Psychologists Warn of Climate Change "Ecoanxiety"
The study suggests that the solution to the problem of 'ecoanxiety' is teaching people about the impacts of climate change in their own communities and helping them to learn about how they can prepare for the inevitable disasters. The study is fairly transparent about the end goal of diagnosing the psychological impact of climate change. "Thus, helping people understand climate’s impacts on human well-being, as this report aims to do, could be one way to increase people's willingness to take action in response to climate change," they say.
The researchers acknowledges that the media sometimes has a role in elevating anxiety about climate change. "The extent to which individuals recognize climate effects, or label them as part of climate change, is partially influenced by media representations and the people around them. Whether or not people attribute certain impacts to climate change will in turn influence the way in which they experience certain psychological effects. For example, anxiety about climate change and its possible future impacts is likely to occur only when people identify climate change as responsible for particular trends and events." They said members of the media should be careful not to associate every weather event with climate change, lest they cause unnecessary anxiety.

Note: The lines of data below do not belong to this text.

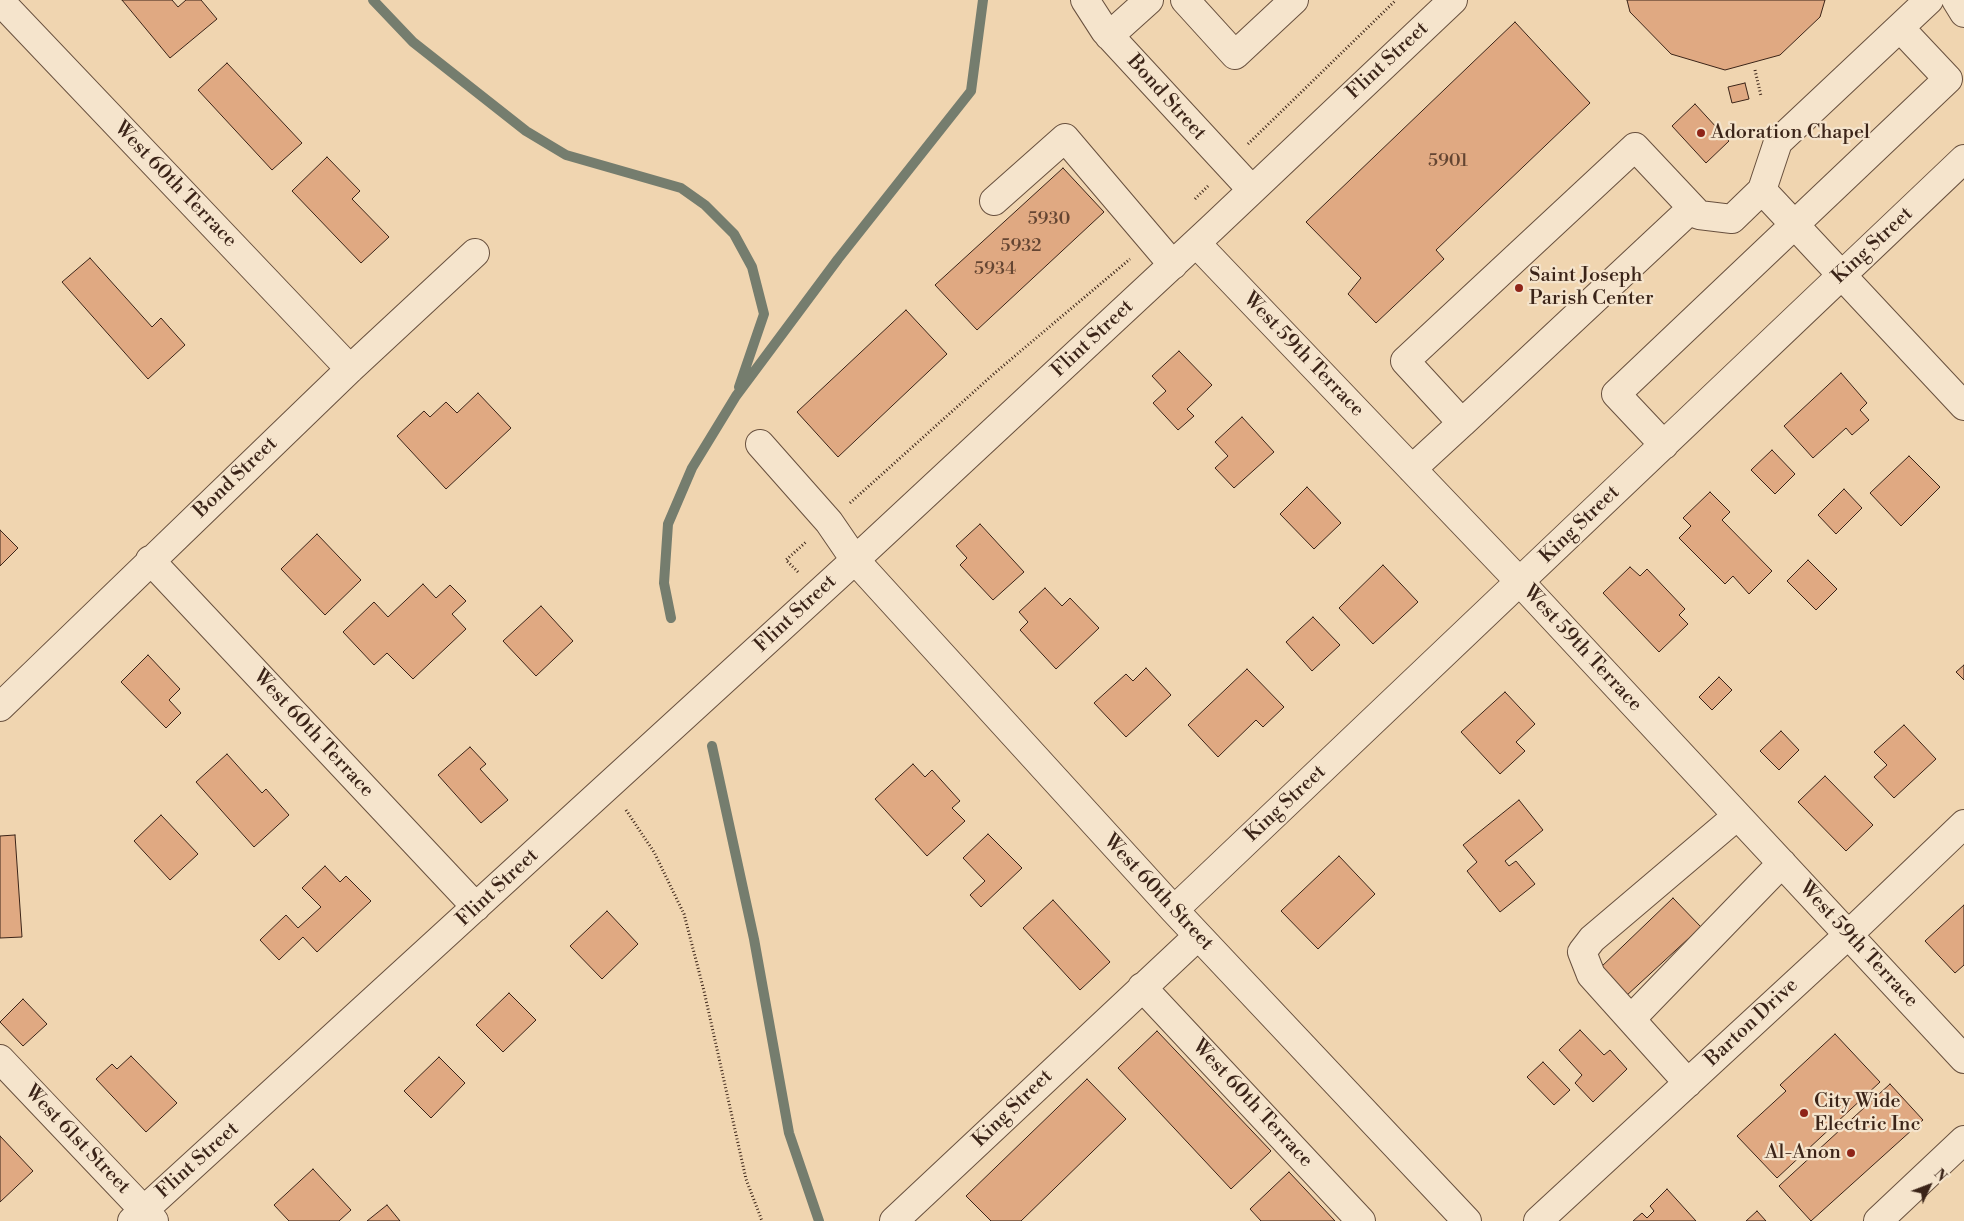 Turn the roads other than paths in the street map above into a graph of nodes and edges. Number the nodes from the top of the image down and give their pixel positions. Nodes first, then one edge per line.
1 (1085, 0) edge
2 (1149, 0) edge
3 (1184, 0) edge
4 (1294, 0) edge
5 (1454, 0) edge
6 (1929, 0) edge
7 (1956, 0) edge
8 (0, 1) edge
9 (1964, 13) edge
10 (1900, 28) junction
11 (1110, 36) junction
12 (1964, 159) edge
13 (1252, 190) junction
14 (1762, 190) junction
15 (994, 201) dead end
16 (1692, 208) junction
17 (1794, 225) junction
18 (1196, 243) junction
19 (475, 253) dead end
20 (1173, 265) junction
21 (1842, 276) junction
22 (350, 369) junction
23 (1964, 406) edge
24 (1462, 423) junction
25 (760, 444) dead end
26 (1664, 445) junction
27 (1412, 469) junction
28 (150, 560) junction
29 (855, 560) junction
30 (1520, 582) junction
31 (0, 707) edge
32 (1737, 816) junction
33 (1964, 824) edge
34 (1782, 863) junction
35 (476, 908) junction
36 (1174, 910) junction
37 (1848, 935) junction
38 (1198, 936) junction
39 (1142, 987) junction
40 (1630, 1019) junction
41 (0, 1059) edge
42 (1964, 1059) edge
43 (1688, 1083) junction
44 (1964, 1140) edge
45 (143, 1218) edge
46 (894, 1221) edge
47 (1361, 1221) edge
48 (1467, 1221) edge
49 (1538, 1221) edge
50 (1878, 1221) edge

1 - 11 street, Bond Street
2 - 11 street
3 - 4 street
5 - 13 street, Flint Street
6 - 10 street
7 - 9 street
8 - 22 street, West 60th Terrace
10 - 14 street
10 - 17 street
11 - 13 street, Bond Street
12 - 21 street, King Street
13 - 18 street, Flint Street
14 - 16 street
14 - 17 street
15 - 20 street
16 - 24 street
16 - 24 street
17 - 21 street
17 - 26 street
18 - 20 street, Flint Street
18 - 27 street, West 59th Terrace
19 - 22 street, Bond Street
20 - 29 street, Flint Street
21 - 23 street
21 - 26 street, King Street
22 - 28 street, Bond Street
24 - 27 street
25 - 29 street, West 60th Street
26 - 30 street, King Street
27 - 30 street, West 59th Terrace
28 - 31 street, Bond Street
28 - 35 street, West 60th Terrace
29 - 35 street, Flint Street
29 - 36 street, West 60th Street
30 - 32 street, West 59th Terrace
30 - 36 street, King Street
32 - 34 street, West 59th Terrace
32 - 40 street
33 - 37 street, Barton Drive
34 - 37 street, West 59th Terrace
34 - 40 street
35 - 45 street, Flint Street
36 - 38 street, West 60th Street
37 - 42 street, West 59th Terrace
37 - 43 street, Barton Drive
38 - 39 street, King Street
38 - 48 street, West 60th Street
39 - 46 street, King Street
39 - 47 street, West 60th Terrace
40 - 43 street
41 - 45 street, West 61st Street
43 - 49 street, Barton Drive
44 - 50 street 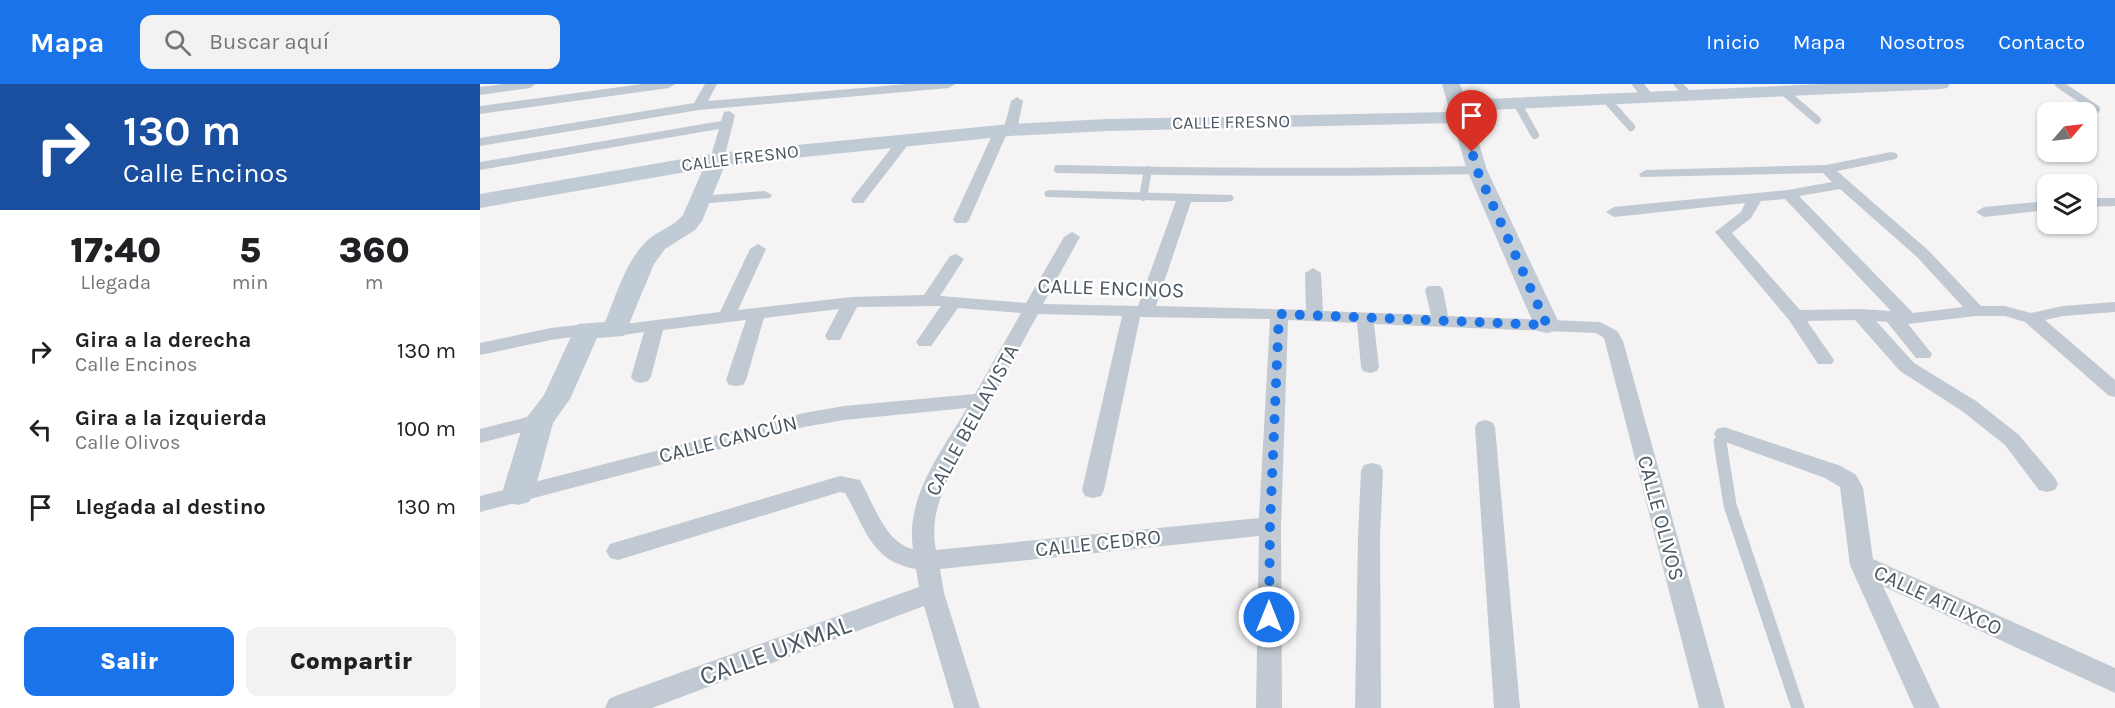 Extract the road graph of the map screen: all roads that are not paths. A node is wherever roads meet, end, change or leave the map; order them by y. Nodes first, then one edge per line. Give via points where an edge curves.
1 (530, 84) edge
2 (669, 84) edge
3 (711, 84) edge
4 (949, 84) edge
5 (1451, 84) edge
6 (1637, 84) edge
7 (1941, 84) edge
8 (2059, 84) edge
9 (1874, 86) edge
10 (1743, 88) edge
11 (1684, 90) edge
12 (480, 91) edge
13 (1784, 91) junction
14 (1650, 99) junction
15 (1607, 100) junction
16 (1017, 101) dead end
17 (734, 102) junction
18 (2087, 102) edge
19 (1517, 103) junction
20 (699, 106) junction
21 (480, 110) edge
22 (1460, 111) junction
23 (1817, 120) dead end
24 (725, 124) junction
25 (1631, 127) dead end
26 (1006, 130) junction
27 (1535, 135) dead end
28 (904, 141) junction
29 (480, 142) edge
30 (1891, 156) dead end
31 (717, 159) junction
32 (480, 166) edge
33 (1058, 169) dead end
34 (1148, 170) junction
35 (1477, 170) junction
36 (1826, 170) junction
37 (1646, 174) dead end
38 (1842, 184) junction
39 (1050, 194) dead end
40 (1788, 194) junction
41 (765, 195) dead end
42 (1143, 197) junction
43 (1755, 197) junction
44 (1185, 198) junction
45 (1227, 198) dead end
46 (699, 200) junction
47 (858, 200) dead end
48 (480, 201) edge
49 (2115, 202) edge
50 (2097, 203) edge
51 (2037, 206) edge
52 (1614, 212) dead end
53 (1984, 212) dead end
54 (961, 220) dead end
55 (1072, 237) dead end
56 (758, 249) dead end
57 (956, 259) dead end
58 (1313, 273) dead end
59 (1434, 290) dead end
60 (929, 300) junction
61 (851, 302) junction
62 (953, 302) junction
63 (2115, 307) edge
64 (1033, 309) junction
65 (1976, 311) junction
66 (1138, 312) junction
67 (757, 313) junction
68 (1279, 314) junction
69 (1860, 314) junction
70 (1315, 316) junction
71 (1795, 316) junction
72 (726, 317) junction
73 (1365, 318) junction
74 (1900, 318) junction
75 (2031, 318) junction
76 (1441, 322) junction
77 (1547, 325) junction
78 (655, 326) junction
79 (601, 330) junction
80 (1606, 331) joint
81 (834, 336) dead end
82 (925, 342) dead end
83 (480, 349) edge
84 (1923, 354) dead end
85 (1825, 360) dead end
86 (1370, 368) dead end
87 (641, 377) dead end
88 (736, 380) dead end
89 (2115, 390) edge
90 (982, 400) junction
91 (539, 420) junction
92 (1485, 427) dead end
93 (1724, 434) joint
94 (480, 436) edge
95 (1372, 471) dead end
96 (2047, 484) dead end
97 (1093, 489) dead end
98 (518, 493) junction
99 (480, 504) edge
100 (1270, 526) junction
101 (618, 551) dead end
102 (926, 561) junction
103 (1862, 565) junction
104 (932, 593) junction
105 (2115, 681) edge
106 (618, 708) edge
107 (968, 708) edge
108 (1269, 708) edge
109 (1368, 708) edge
110 (1507, 708) edge
111 (1712, 708) edge
112 (1798, 708) edge
113 (1927, 708) edge

1 - 12 street
2 - 21 street
3 - 20 street
4 - 17 street
5 - 22 street
6 - 14 street
7 - 9 street, CALLE FRESNO
8 - 18 lane
9 - 13 street, CALLE FRESNO
10 - 11 street, CALLE FRESNO
10 - 13 street, CALLE FRESNO
11 - 14 street, CALLE FRESNO
13 - 23 lane
14 - 15 street, CALLE FRESNO
15 - 19 street, CALLE FRESNO
15 - 25 lane
16 - 26 street
17 - 20 street
17 - 24 street
19 - 22 street, CALLE FRESNO
19 - 27 lane
20 - 29 street
22 - 26 street, CALLE FRESNO
22 - 35 street
24 - 31 street
24 - 32 street
26 - 28 street, CALLE FRESNO
26 - 54 street
28 - 31 street, CALLE FRESNO
28 - 47 street
30 - 36 street
31 - 46 street
31 - 48 street, CALLE FRESNO
33 - 34 lane
34 - 35 lane
34 - 42 lane
35 - 77 street
36 - 37 street
36 - 38 street
38 - 40 street
38 - 65 street via 1923,254
39 - 42 street
40 - 43 street
40 - 74 street via 1830,233
41 - 46 street
42 - 44 street
43 - 52 street
43 - 71 street via 1751,211 1723,232
44 - 45 street
44 - 66 street
46 - 79 street via 687,225 649,252
49 - 50 street
51 - 53 street
55 - 64 street
56 - 72 street
57 - 60 street
58 - 70 street
59 - 76 street
60 - 61 street, CALLE ENCINOS
60 - 62 street, CALLE ENCINOS
61 - 67 street, CALLE ENCINOS
61 - 81 street
62 - 64 street, CALLE ENCINOS
62 - 82 street
63 - 75 street
64 - 66 street, CALLE ENCINOS
64 - 90 street, CALLE BELLAVISTA
65 - 74 street
65 - 75 street via 2005,311
66 - 68 street, CALLE ENCINOS
66 - 97 street
67 - 72 street, CALLE ENCINOS
67 - 88 street
68 - 70 street, CALLE ENCINOS
68 - 100 street
69 - 71 street
69 - 74 street
69 - 96 street via 1907,367 1969,406 2012,440
70 - 73 street, CALLE ENCINOS
71 - 85 street
72 - 78 street, CALLE ENCINOS
73 - 76 street, CALLE ENCINOS
73 - 86 street
74 - 84 street
75 - 89 street
76 - 77 street, CALLE ENCINOS
77 - 80 street, CALLE ENCINOS
78 - 79 street, CALLE ENCINOS
78 - 87 street
79 - 83 street, CALLE ENCINOS via 551,334
79 - 91 street
80 - 111 street, CALLE OLIVOS via 1614,341
90 - 98 street, CALLE CANCÚN via 804,420
90 - 102 street, CALLE BELLAVISTA via 925,507 922,534
91 - 94 street
91 - 98 street
92 - 110 street
93 - 103 street, CALLE ATLIXCO via 1833,472 1848,482 1854,494
93 - 112 lane via 1720,440 1730,505
95 - 109 street
98 - 99 street, CALLE CANCÚN
100 - 102 street, CALLE CEDRO
100 - 108 street
101 - 102 street via 848,484 891,550
102 - 104 street, CALLE BELLAVISTA
103 - 105 street, CALLE ATLIXCO
103 - 113 street
104 - 106 street, CALLE UXMAL
104 - 107 street, CALLE BELLAVISTA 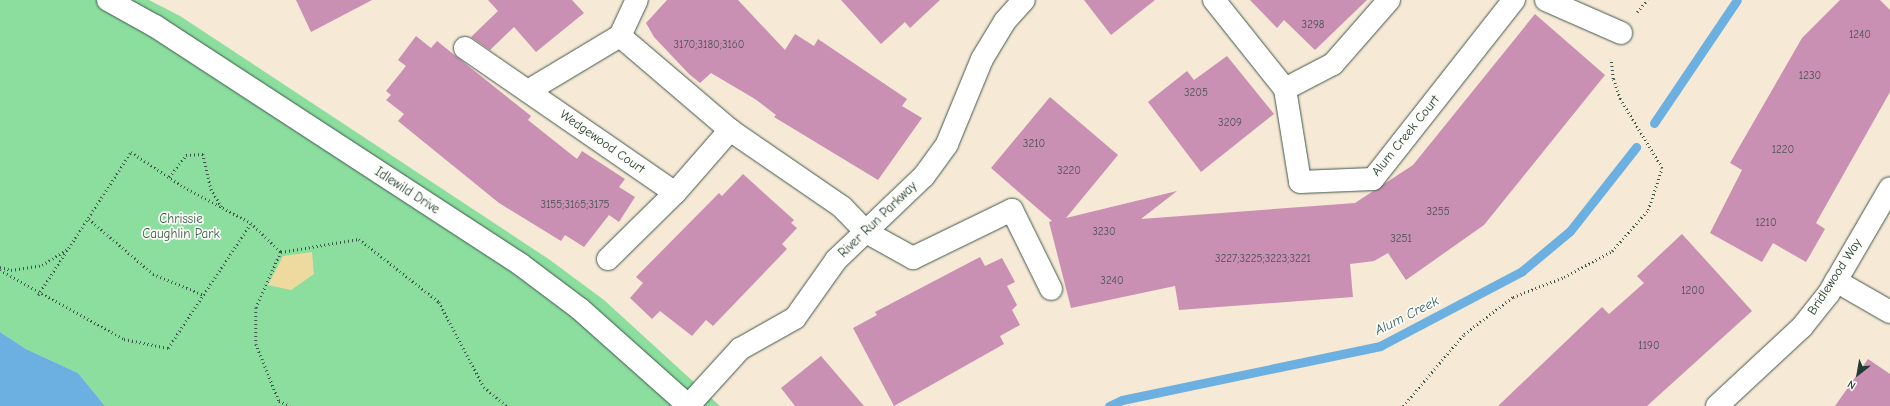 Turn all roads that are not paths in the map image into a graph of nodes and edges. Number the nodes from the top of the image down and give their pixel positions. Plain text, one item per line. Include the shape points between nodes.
1 (108, 0) edge
2 (637, 0) edge
3 (1024, 0) edge
4 (1214, 0) edge
5 (1389, 0) edge
6 (1514, 0) edge
7 (1546, 0) edge
8 (1621, 33) road end
9 (620, 36) junction
10 (465, 48) dead end
11 (1285, 88) junction
12 (528, 91) junction
13 (730, 130) junction
14 (1890, 188) edge
15 (676, 193) junction
16 (866, 232) junction
17 (608, 259) dead end
18 (1836, 281) junction
19 (1051, 289) dead end
20 (1890, 312) edge
21 (689, 406) edge
22 (1717, 406) edge

1 - 21 street, Idlewild Drive via 155,26 520,264 580,309
2 - 9 street
3 - 16 street, River Run Parkway via 1005,22 982,59 947,144 924,176
4 - 11 street, Alum Creek Court
5 - 11 street via 1334,64
6 - 11 street, Alum Creek Court via 1373,179 1300,182
7 - 8 street
9 - 12 street
9 - 13 street
10 - 12 street, Wedgewood Court
12 - 15 street, Wedgewood Court
13 - 15 street
13 - 16 street via 842,206
14 - 18 street, Bridlewood Way
15 - 17 street
16 - 19 street via 913,258 1012,210
16 - 21 street, River Run Parkway via 836,260 795,318 740,349
18 - 20 street
18 - 22 street, Bridlewood Way via 1802,327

However, they do recommend talking about climate change more and about the feelings associated with it as a way to empower individuals. "Naming fears and other emotions and showing empathy for them can help dismantle paralyzing defense mechanisms." The researchers said that talking about being anxious, depressed, or otherwise emotional is a normal response, "not something to fight against, ignore, downplay, or suppress." Discussing these feelings can help individuals process potentially overwhelming information, according to the study's authors.